El Pacto de Toledo protesta contra el «atropello» de Escrivá al Congreso en su reforma de las pensiones

El Pacto de Toledo protesta contra el «atropello» de Escrivá al Congreso en su reforma de las pensiones

«Entra usted como un elefante en una cacharrería: tramitar en 48 horas una reforma para las próximas décadas es un atropello en formas y plazos y no hay derecho a imponer la reforma hurtando el debate». José Luis Escrivá, ministro de Seguridad Social, se ha llevado esta tarde una severa amonestación por parte del Pacto de Toledo, la comisión que debe aprobar la reforma de las pensiones.

La diputada de Ciudadanos María Muñoz Vidal no ha sido la única en afear a Escrivá lo que señalan como una falta de consideración con el Parlamento. Lo han hecho también grupos tan dispares como PP, ERC o PNV, que han acusado al responsable de Seguridad Social de querer imponerles el consenso, así como de dar a la negociación con empresarios y sindicatos para acordar el Mecanismo de Equidad Intergeneracional (MEI) mayor relevancia que a las aportaciones que pueda hacer el Congreso.
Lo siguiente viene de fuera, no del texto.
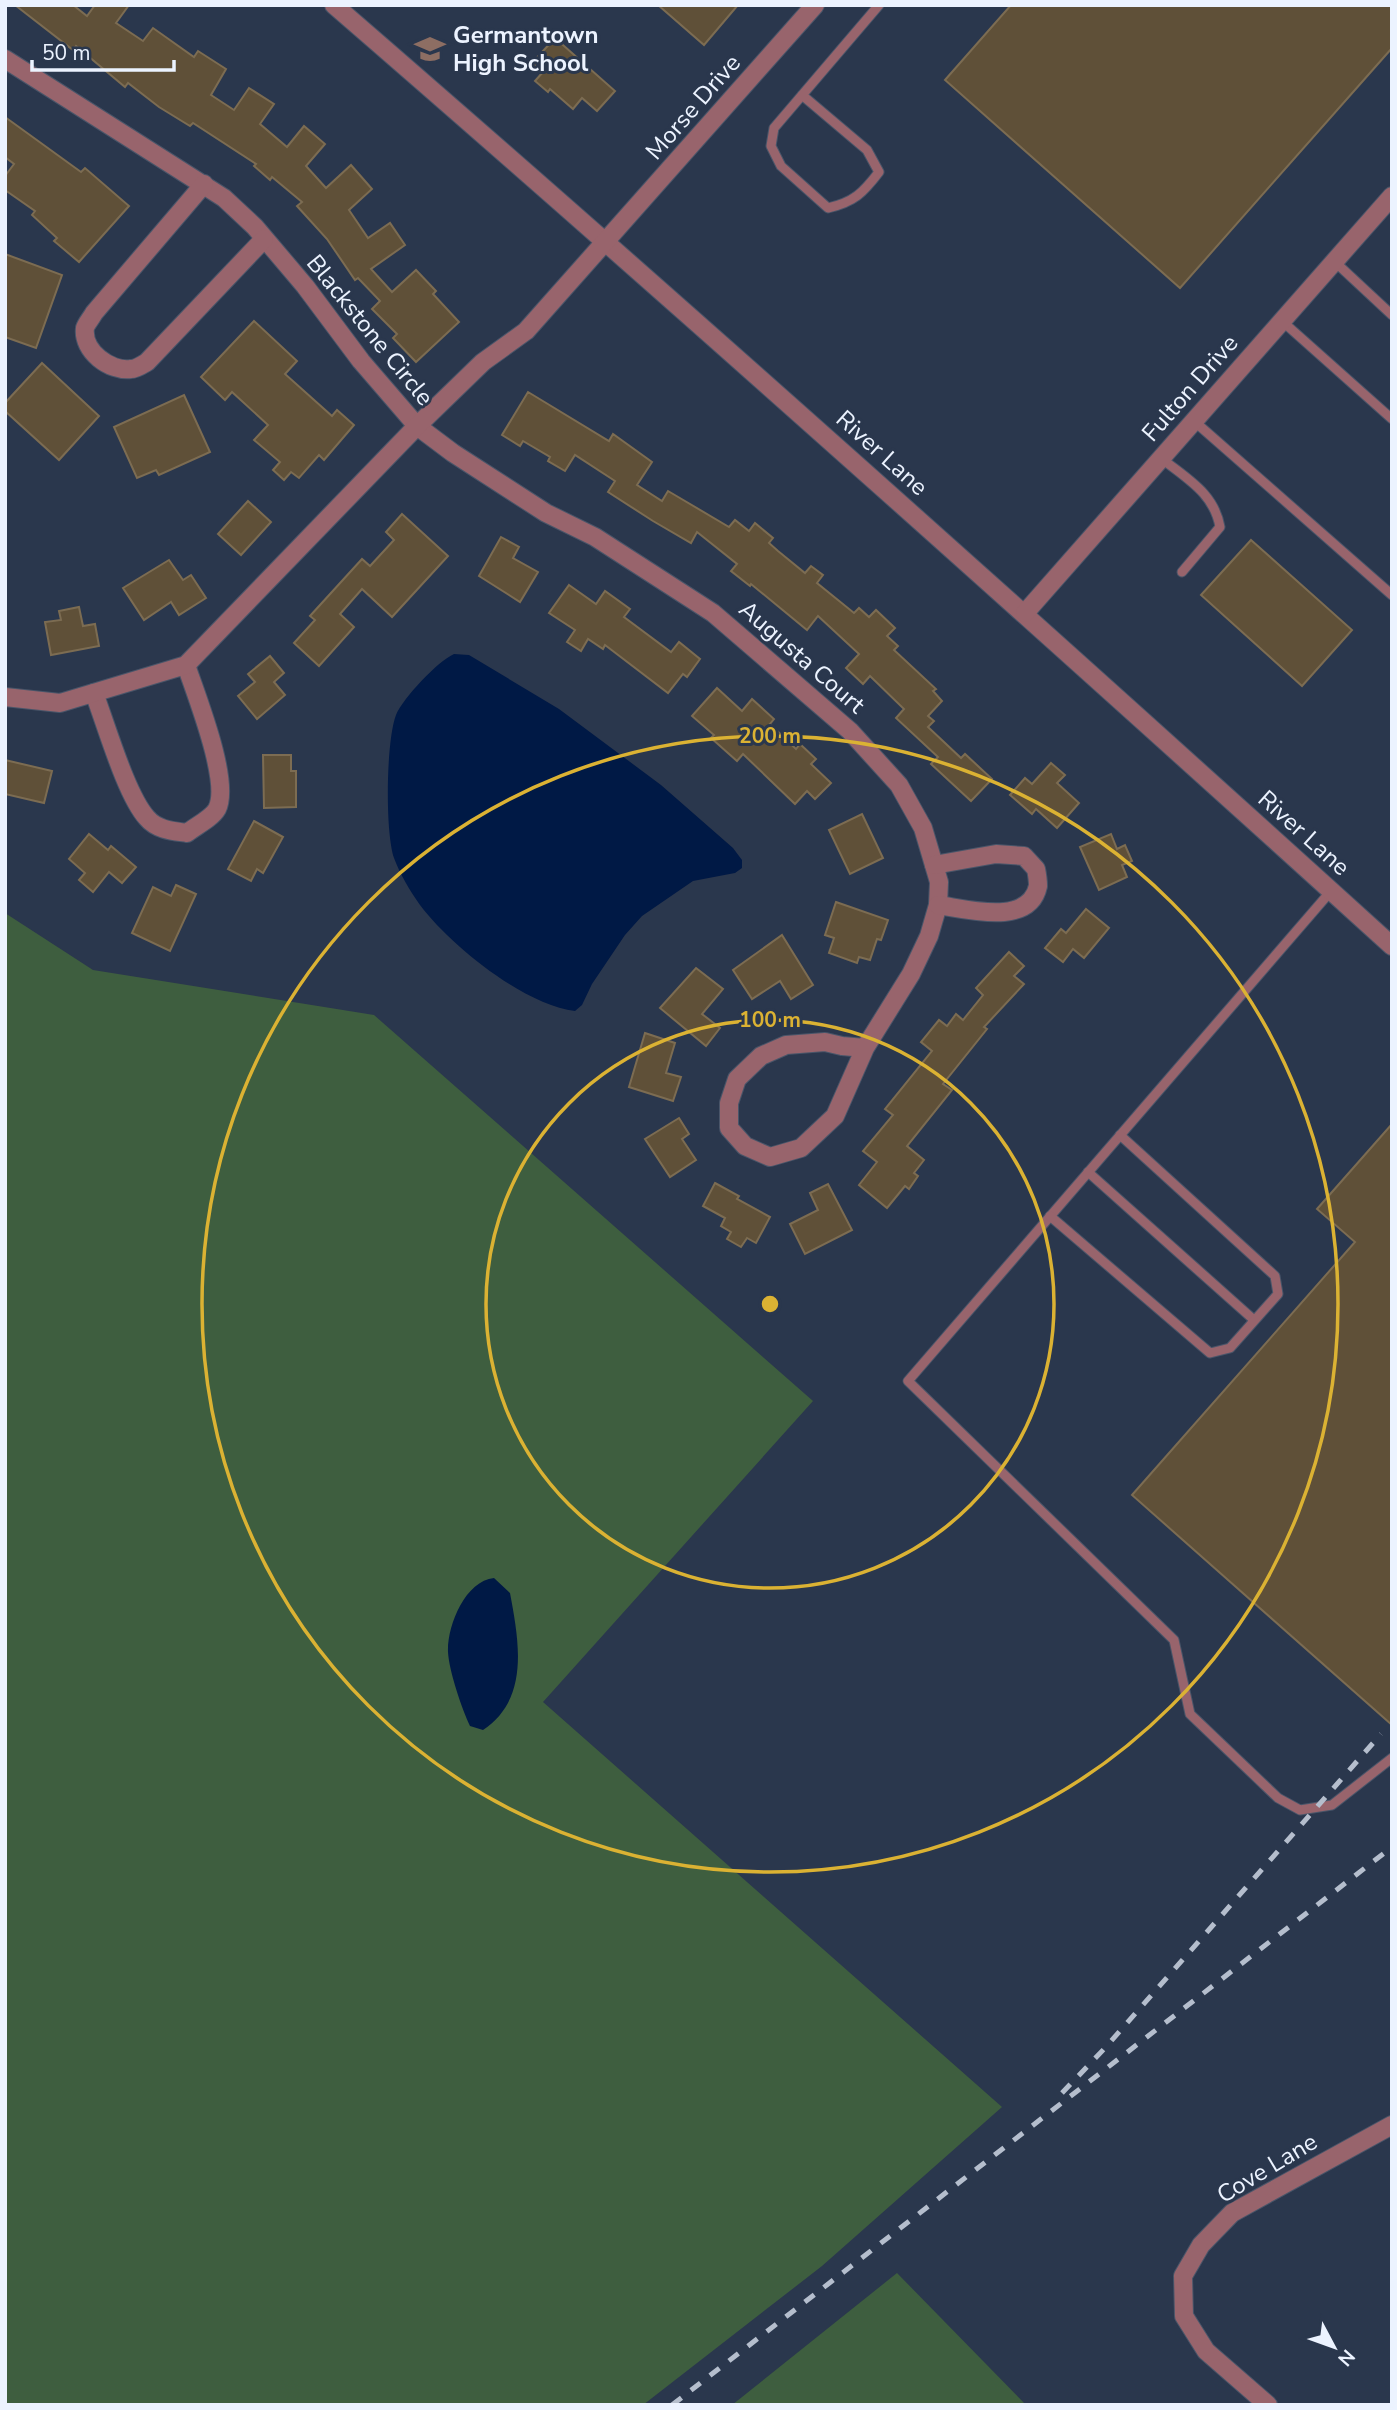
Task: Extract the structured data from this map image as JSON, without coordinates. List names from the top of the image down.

El Pacto de Toledo se preciaba de ser una comisión excepcional en el Congreso. Excepcional porque los problemas particulares entre partidos quedaban fuera en aras de un consenso por un bien mayor, que es el sistema de pensiones. Pero, a juzgar por el malestar generado por el MEI, es una cualidad cada vez más difícil de mantener.
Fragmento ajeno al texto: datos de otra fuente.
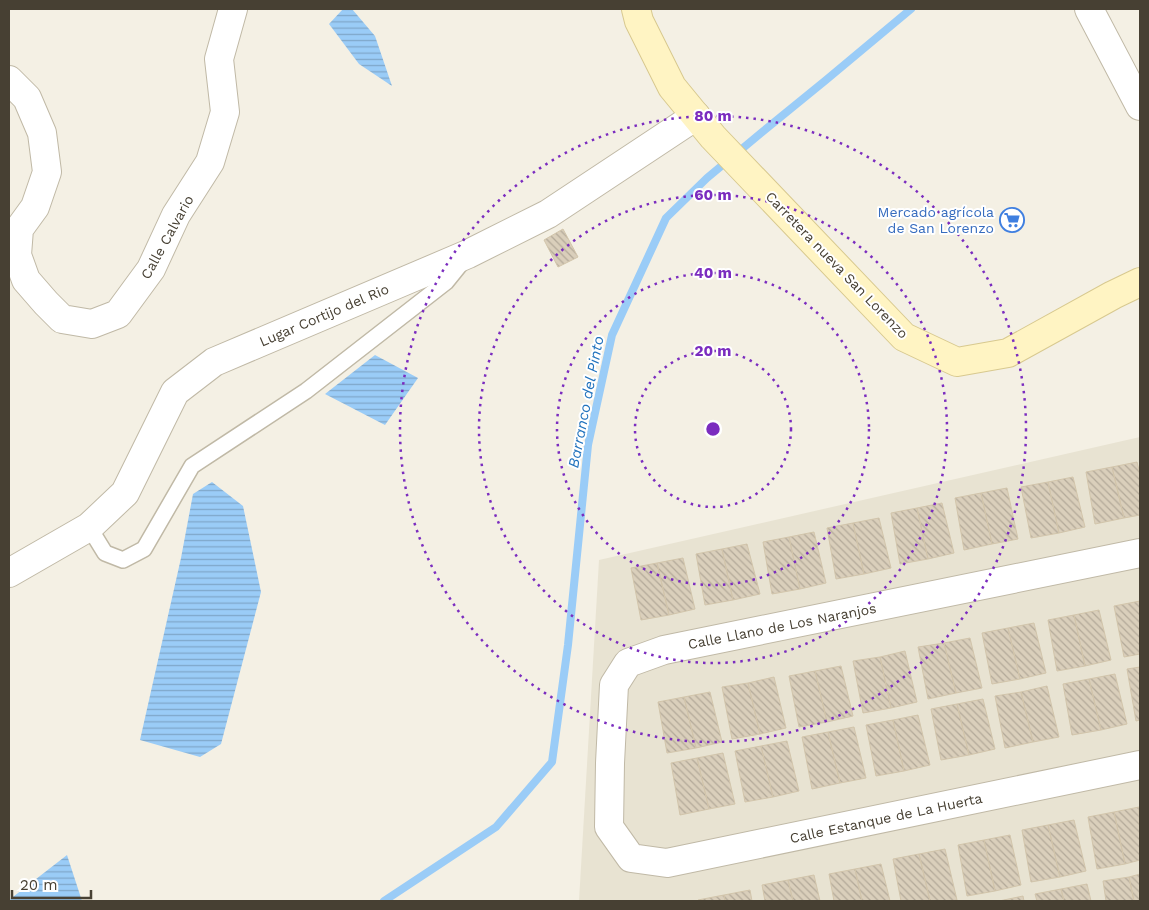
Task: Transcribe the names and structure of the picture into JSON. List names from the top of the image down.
{
  "streets": {
    "street": [
      "Calle Calvario",
      "Carretera nueva San Lorenzo",
      "Lugar Cortijo del Rio",
      "Calle Llano de Los Naranjos",
      "Calle Estanque de La Huerta"
    ]
  },
  "crossings": [
    ["Carretera nueva San Lorenzo", "Lugar Cortijo del Rio"],
    ["Calle Llano de Los Naranjos", "Calle Estanque de La Huerta"]
  ],
  "water": ["Barranco del Pinto"],
  "places": {
    "supermarket": ["Mercado agrícola de San Lorenzo"]
  },
  "scale_bar": "20 m",
  "rings": [
    "80 m",
    "60 m",
    "40 m",
    "20 m"
  ]
}
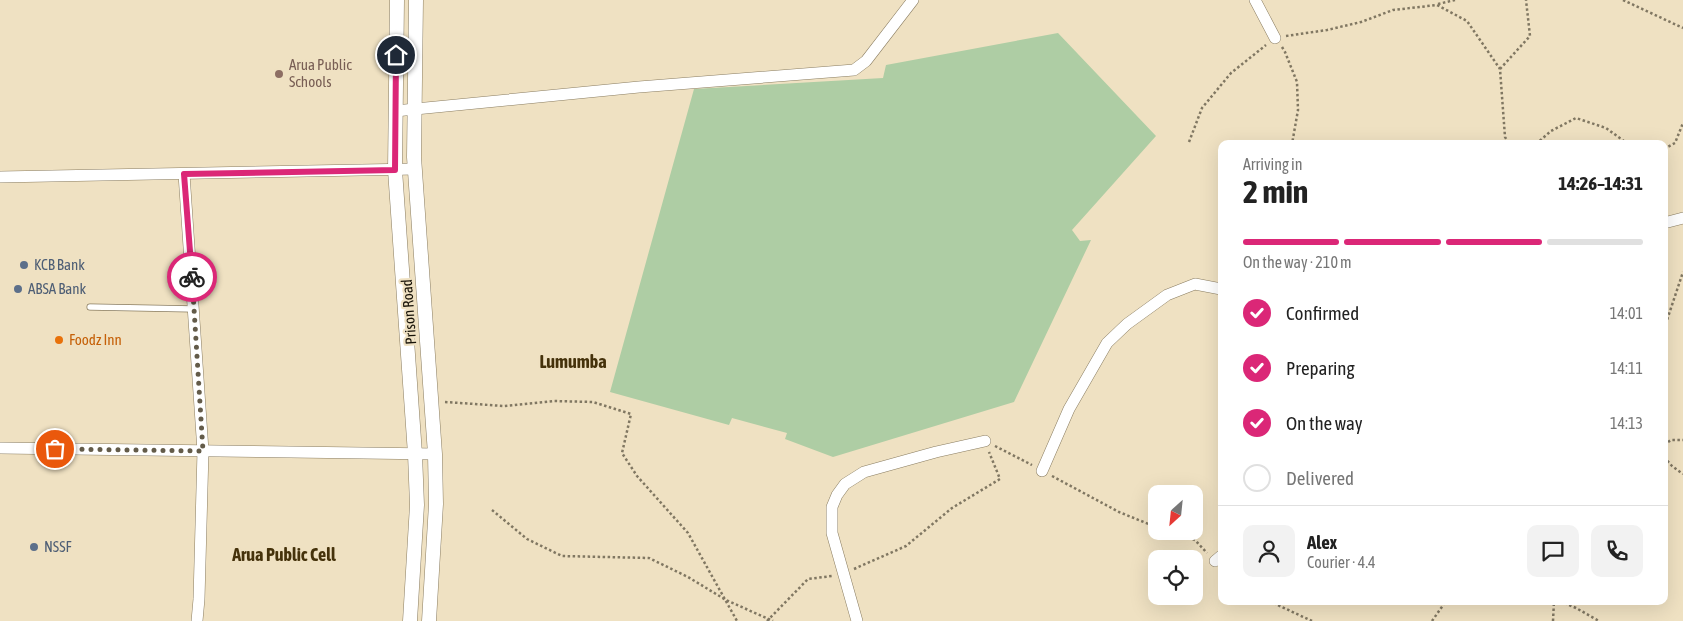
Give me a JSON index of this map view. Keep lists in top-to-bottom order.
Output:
{
  "streets": {
    "street": ["Prison Road"]
  },
  "districts": ["Lumumba", "Arua Public Cell"],
  "places": [
    "Arua Public Schools",
    "KCB Bank",
    "ABSA Bank",
    "Foodz Inn",
    "NSSF"
  ],
  "north": "bottom left",
  "page": {
    "heading": ["2 min", "Arriving in", "14:26–14:31"],
    "panel": ["Alex", "Courier · 4.4"],
    "bar": "On the way · 210 m",
    "list": [
      ["Confirmed", "14:01"],
      ["Preparing", "14:11"],
      ["On the way", "14:13"],
      "Delivered"
    ]
  }
}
El acuerdo convocado en el mes de julio para el pasado 15 de noviembre fue presentado a patronales y sindicatos el día 3 de noviembre. Los 13 días de negociación concluyeron con el plante de los empresarios y el apoyo sindical. Con ese balance, Escrivá ha acudido al Congreso para exponer un sistema que gravará los salarios con una cotización específica del 0,6% durante 10 años para rellenar el fondo de reserva de las pensiones durante la próxima década.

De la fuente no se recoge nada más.